• **Your goal**
Which lines below contain "Kleiststraße"? Pull them out.
▼
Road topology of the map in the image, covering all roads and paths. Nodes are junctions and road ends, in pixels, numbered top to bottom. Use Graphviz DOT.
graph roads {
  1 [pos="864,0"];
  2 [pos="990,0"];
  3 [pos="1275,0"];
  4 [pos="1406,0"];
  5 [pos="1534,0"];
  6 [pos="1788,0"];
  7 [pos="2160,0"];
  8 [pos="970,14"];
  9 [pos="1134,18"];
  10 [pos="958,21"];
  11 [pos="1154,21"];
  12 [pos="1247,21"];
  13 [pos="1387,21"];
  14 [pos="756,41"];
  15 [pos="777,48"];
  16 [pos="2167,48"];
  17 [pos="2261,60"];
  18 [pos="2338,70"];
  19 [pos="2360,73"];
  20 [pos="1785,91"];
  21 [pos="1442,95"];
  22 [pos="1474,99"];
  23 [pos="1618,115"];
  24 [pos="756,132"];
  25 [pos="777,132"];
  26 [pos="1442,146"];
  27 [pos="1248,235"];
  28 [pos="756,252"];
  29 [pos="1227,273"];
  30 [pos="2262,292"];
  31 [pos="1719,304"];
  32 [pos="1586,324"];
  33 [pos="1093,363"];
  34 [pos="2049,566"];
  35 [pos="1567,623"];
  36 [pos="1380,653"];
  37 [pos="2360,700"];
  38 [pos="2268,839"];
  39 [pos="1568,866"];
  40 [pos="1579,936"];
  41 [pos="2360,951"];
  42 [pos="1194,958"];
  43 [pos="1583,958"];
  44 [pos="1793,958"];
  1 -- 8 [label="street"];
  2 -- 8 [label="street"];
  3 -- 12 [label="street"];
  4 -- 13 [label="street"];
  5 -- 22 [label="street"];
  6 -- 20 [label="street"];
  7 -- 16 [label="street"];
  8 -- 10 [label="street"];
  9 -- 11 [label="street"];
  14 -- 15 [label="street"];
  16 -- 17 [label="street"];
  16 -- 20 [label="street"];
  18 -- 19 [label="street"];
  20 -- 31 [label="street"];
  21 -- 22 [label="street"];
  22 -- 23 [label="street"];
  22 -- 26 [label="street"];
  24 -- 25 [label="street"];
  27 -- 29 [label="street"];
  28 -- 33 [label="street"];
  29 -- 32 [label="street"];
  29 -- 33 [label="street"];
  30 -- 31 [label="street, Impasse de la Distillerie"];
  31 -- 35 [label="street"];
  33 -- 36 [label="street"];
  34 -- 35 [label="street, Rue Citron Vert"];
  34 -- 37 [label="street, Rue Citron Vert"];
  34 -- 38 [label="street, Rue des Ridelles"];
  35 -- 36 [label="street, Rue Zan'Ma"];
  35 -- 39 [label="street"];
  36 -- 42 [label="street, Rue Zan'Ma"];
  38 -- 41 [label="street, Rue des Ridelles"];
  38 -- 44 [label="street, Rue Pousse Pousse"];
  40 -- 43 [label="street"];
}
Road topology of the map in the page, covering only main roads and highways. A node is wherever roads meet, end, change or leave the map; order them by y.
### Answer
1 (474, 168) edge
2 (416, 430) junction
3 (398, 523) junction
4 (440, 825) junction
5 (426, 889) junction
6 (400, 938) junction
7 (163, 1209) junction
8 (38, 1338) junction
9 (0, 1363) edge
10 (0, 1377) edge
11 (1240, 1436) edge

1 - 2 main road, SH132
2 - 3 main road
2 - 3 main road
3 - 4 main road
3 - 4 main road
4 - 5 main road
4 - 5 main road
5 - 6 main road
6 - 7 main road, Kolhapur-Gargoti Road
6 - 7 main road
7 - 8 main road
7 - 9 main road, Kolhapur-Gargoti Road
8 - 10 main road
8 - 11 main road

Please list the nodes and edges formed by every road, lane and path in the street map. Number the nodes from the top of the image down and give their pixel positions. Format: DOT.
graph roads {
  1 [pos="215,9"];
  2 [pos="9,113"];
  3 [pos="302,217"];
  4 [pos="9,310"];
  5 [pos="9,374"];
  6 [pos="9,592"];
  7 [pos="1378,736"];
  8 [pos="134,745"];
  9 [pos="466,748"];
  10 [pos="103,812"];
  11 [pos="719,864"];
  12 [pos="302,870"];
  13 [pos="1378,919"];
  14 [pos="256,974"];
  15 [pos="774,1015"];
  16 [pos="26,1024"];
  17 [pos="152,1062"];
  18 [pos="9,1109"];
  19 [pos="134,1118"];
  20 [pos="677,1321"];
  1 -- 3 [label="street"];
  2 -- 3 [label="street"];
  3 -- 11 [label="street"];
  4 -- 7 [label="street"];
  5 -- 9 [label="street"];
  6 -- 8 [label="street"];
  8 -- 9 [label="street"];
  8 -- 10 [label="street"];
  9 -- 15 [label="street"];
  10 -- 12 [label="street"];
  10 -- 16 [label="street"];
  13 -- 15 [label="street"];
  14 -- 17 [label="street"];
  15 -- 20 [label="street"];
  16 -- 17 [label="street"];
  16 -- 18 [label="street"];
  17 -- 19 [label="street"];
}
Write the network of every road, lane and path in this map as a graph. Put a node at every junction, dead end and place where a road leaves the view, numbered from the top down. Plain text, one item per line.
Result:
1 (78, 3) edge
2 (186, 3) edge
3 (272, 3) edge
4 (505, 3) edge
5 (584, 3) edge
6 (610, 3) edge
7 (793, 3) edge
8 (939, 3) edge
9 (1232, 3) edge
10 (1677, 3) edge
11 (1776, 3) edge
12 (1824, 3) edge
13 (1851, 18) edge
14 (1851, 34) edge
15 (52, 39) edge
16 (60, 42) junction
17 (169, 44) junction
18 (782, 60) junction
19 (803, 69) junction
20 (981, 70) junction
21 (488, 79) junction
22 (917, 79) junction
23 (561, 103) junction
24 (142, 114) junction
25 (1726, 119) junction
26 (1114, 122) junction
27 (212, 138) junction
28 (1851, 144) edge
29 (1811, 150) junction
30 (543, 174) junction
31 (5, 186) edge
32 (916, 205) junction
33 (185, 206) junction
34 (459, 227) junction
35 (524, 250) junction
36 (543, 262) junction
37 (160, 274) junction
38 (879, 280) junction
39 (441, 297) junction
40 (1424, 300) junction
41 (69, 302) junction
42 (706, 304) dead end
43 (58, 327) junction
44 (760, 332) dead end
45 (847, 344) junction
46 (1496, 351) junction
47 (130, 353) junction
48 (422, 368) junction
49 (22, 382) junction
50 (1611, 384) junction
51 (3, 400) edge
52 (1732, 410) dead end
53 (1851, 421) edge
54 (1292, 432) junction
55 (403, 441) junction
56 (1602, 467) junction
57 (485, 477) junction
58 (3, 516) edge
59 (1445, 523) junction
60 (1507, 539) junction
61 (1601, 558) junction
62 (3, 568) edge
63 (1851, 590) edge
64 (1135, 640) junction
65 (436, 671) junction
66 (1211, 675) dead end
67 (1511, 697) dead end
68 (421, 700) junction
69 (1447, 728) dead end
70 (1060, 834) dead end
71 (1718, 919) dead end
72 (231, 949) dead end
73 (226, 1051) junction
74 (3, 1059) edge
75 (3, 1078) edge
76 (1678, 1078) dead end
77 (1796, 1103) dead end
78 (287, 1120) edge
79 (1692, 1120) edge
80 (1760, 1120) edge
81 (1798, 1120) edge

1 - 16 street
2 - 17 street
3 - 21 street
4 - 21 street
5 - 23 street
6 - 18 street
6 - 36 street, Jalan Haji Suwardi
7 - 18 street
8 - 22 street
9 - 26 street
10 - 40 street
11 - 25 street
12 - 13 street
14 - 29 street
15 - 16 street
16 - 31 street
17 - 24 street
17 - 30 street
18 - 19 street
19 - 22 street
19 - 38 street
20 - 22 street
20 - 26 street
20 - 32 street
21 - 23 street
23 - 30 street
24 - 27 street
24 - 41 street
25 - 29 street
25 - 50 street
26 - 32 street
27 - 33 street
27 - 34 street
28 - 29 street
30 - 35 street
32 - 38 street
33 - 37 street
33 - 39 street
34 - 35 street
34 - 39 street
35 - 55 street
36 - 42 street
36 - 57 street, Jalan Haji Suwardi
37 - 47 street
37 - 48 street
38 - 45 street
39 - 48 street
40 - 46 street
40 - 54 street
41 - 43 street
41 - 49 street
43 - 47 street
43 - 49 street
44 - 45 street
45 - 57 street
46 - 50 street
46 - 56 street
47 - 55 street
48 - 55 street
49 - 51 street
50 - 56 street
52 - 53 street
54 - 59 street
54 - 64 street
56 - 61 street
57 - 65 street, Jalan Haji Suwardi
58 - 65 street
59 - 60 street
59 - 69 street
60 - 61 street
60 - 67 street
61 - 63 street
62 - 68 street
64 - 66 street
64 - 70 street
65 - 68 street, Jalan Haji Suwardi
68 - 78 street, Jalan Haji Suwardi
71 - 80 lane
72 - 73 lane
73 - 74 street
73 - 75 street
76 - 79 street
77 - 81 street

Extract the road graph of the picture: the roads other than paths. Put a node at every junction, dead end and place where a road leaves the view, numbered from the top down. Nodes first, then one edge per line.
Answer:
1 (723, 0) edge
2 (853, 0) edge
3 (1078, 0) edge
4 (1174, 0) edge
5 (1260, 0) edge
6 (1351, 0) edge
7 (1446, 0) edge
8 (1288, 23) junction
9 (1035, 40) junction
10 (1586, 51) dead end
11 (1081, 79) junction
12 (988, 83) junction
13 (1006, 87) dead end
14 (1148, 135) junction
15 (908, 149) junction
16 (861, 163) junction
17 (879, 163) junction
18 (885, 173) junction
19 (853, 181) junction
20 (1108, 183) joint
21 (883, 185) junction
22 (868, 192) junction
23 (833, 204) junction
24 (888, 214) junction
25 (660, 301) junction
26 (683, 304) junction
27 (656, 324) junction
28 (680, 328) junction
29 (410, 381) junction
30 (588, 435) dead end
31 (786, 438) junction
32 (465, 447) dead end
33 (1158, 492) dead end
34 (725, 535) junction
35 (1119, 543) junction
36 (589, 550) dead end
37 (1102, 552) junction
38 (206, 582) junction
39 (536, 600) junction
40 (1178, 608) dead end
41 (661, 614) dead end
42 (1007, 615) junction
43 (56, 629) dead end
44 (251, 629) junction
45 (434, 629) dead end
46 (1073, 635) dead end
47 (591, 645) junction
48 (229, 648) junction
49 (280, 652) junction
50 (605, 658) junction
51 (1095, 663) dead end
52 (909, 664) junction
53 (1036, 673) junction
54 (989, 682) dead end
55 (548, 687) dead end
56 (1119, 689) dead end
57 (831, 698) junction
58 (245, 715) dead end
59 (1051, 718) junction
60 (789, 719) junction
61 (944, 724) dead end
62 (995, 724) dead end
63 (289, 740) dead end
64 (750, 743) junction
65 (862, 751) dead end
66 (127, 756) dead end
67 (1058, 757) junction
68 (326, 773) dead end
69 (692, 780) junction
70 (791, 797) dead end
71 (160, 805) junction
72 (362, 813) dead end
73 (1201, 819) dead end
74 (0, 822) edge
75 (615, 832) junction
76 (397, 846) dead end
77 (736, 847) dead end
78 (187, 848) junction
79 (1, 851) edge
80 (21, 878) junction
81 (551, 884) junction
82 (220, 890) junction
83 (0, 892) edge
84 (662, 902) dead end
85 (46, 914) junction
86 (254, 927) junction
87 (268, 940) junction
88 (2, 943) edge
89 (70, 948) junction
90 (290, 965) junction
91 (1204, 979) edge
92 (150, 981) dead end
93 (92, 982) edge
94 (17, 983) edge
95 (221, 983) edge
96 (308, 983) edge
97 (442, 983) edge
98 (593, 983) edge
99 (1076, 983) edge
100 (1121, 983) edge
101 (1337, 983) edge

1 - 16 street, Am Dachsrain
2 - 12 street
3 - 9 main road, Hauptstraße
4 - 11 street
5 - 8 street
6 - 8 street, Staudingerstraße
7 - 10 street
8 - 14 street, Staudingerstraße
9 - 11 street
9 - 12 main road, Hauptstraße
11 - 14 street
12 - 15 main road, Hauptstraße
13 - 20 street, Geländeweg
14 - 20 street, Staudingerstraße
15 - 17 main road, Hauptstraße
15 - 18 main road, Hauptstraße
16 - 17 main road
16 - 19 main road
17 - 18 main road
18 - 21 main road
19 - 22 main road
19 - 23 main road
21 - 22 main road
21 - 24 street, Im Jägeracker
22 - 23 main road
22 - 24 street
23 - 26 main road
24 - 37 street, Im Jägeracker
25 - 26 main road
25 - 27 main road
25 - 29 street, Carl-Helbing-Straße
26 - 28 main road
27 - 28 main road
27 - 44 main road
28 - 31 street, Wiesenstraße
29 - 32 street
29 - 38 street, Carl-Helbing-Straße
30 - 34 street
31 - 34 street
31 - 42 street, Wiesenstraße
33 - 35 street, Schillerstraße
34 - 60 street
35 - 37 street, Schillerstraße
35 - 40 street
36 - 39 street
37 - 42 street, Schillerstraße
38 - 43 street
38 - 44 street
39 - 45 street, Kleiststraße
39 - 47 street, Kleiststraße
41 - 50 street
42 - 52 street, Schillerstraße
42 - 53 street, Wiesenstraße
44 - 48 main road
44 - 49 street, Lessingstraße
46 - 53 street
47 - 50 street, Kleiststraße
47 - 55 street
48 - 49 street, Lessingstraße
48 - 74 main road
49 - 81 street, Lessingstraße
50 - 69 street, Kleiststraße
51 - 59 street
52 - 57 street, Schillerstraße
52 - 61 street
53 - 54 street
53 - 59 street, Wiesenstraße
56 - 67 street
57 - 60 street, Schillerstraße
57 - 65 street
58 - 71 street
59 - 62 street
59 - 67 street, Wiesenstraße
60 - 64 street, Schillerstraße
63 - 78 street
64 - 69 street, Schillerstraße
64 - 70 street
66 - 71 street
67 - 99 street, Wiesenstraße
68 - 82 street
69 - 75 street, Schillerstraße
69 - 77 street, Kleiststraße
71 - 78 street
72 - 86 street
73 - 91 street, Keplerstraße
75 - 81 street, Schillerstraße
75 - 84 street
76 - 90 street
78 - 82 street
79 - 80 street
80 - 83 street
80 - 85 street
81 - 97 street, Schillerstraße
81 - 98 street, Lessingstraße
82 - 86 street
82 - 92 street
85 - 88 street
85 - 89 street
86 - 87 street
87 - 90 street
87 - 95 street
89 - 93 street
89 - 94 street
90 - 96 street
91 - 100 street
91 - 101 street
▲
• **Exercise solution**
39 - 45 street, Kleiststraße
39 - 47 street, Kleiststraße
47 - 50 street, Kleiststraße
50 - 69 street, Kleiststraße
69 - 77 street, Kleiststraße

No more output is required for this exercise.